Small towns do not degrade the rural environment

Auroville, or 'the city of dawn', is a unique township located in a predominantly rural district of Villupuram in Tamil Nadu. At the time of its establishment in 1968, the area was barren and deforested. Three decades later, the Auroville community has transformed a veritable desert into a lush green place. Luigi Zanzi and Guy Ryckaert of the Auroville Project spoke to Ajit Chak and Mridula Chettri on why it is better to encourage small townships

Published: Saturday 15 April 2000

Can you tell us something about the Auroville township?
The Auroville township project has a population of about 60,000 people covering 13 villages. But in the designated Auroville area, there are only five villages with a population between 8,000 and 10,000. The Auroville community comprises only 1,500 people, 30 per cent of them are Indians.

Is it possible to reach your goals without a healthy environment?
Absolutely not. We started regenerating the environment 30 years ago. At that time, the entire landscape was barren. Now, there are around 300,000 trees.

Are local people involved in the project?
Local people as well as the members of the Auroville community are involved in the project. At present, the mission has employed some 5,000 local people in various sectors. But not all of them are members of Auroville because in order to be one, you have to subscribe to a few basic rules. For instance, there is no private ownership of property. Obviously, we cannot ask people who have been living there traditionally to also give up their ownership of house and land. Geographically they are within the Auroville area and are part of the experiment, which aims to create unity not only among community members but also between members and the local people.

Do you expect a lot of migration from rural areas into the township as is the case in most cities?
The only way to avoid migration and shanty towns is to strictly adhere to the master plan of Auroville where the land use pattern is specified. We have different zones -- international, cultural, residential and industrial zones. In the case of industries, we have tried to focus on small-scale units. Many local people are employed in these units. Besides, we train the local people. For instance, when villagers come to work with us in the handicraft units, they learn the techniques. They then go back to their villages and start their own workshop. Now there are a large number of workshops which manufacture incense sticks, toys and other goods.

Do you think we should have many such well-planned towns, than have a big cities like Delhi?
That is exactly the proposal of Auroville. Big cities spread like cancer -- once they start growing, the authorities can do nothing about them. So instead of metros, the focus should be on small townships which are self-sufficient and are linked to other townships by a network of speedy communication facilities. In India, there are many big towns and there is a lot of poverty in rural areas. Poverty can be alleviated by creating such towns, which again reenergises the villages around them. It could also help solve the problem of unemployment and migration.

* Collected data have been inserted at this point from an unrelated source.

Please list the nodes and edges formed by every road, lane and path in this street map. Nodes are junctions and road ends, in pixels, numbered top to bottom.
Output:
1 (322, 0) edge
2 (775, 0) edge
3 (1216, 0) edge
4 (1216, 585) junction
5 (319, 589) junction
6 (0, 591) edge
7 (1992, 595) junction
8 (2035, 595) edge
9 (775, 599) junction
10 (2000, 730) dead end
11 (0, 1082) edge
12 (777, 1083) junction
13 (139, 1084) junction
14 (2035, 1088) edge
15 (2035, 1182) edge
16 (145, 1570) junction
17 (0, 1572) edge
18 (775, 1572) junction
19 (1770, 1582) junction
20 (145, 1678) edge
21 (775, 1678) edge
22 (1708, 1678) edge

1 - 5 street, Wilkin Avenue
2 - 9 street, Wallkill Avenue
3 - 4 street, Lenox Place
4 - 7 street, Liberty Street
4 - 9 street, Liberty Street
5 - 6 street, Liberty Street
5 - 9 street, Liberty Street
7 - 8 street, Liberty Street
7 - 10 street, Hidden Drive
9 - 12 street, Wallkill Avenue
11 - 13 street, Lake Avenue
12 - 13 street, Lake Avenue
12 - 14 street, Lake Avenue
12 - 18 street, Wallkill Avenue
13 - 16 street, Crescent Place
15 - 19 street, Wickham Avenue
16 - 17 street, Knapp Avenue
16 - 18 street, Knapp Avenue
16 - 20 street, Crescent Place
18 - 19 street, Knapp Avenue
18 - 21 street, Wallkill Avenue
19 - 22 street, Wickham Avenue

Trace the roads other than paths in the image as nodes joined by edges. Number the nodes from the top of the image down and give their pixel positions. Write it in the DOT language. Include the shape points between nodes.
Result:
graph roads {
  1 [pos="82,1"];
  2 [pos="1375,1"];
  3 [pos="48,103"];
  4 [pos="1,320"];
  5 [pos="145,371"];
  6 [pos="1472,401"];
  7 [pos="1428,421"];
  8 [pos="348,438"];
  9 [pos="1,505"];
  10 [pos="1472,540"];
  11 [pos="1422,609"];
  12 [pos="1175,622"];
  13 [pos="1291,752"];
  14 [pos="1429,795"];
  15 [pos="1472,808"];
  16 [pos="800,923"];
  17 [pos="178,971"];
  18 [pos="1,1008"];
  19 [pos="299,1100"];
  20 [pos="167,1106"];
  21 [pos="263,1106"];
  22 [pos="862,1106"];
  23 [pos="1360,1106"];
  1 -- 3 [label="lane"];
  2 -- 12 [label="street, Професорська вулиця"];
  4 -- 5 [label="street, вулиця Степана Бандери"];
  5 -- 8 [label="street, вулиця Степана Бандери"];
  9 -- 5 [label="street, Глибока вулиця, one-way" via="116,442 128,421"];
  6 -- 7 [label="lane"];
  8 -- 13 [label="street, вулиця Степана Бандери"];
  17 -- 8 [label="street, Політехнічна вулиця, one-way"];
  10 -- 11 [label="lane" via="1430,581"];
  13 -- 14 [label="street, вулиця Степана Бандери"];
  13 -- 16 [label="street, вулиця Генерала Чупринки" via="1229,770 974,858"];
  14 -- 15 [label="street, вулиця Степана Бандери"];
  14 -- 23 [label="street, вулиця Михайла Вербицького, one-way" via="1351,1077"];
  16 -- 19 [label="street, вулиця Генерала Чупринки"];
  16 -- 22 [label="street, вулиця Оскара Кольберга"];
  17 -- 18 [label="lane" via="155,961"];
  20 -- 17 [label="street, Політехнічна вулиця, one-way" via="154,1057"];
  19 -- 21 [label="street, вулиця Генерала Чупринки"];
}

Do you feel that small townships are more eco-friendly?
In small towns, the population is less and they are more aware about each other. The impact of their activities on nature is also better managed. For instance, in Auroville, we practice an integrated approach to watershed management. After an extensive study of the land and the water flow in the area, bunds and check dams are constructed to control both the soil and water run-off.

The Auroville Centre for Scientific Research ( csr ), which was established in 1984 and is recognised as a scientific research institution by the Union ministry of science and technology, has also come up with cost-effective ways to purify water. At present, it operates 14 small and medium-size waste water recycling systems for households, schools and communities. csr has also been active in promoting the use of renewable energy -- namely solar, wind and biomass.

Do you think towns like Auroville eat into the rural areas?
Normally, what a city does is attract people from small towns who are intelligent, thereby depriving such towns in terms of human resources. Secondly, in terms of environment, they use up the natural resources in an unsustainable manner. But the Auroville project feeds the surrounding areas and at the same time makes them interact with the centre. Whatever is being done in the centre is then replicated in the bioregion.

Would it not be better if local people managed the resources and the Auroville community just acted as the catalyst in the development?
That is the normal approach in any rural development work. But, in Auroville, we have a different mission. In the quest for peace and international understanding, we are involved in environmental and rural development work. All this is important but it is not the only objective of Auroville.

The process of urbanisation has led to an increase in pollution levels in India. Is Auroville the new paradigm for development in India?
To say that Auroville is the new paradigm, will be pretending. This is just one solution, but it cannot be and should not be the only one.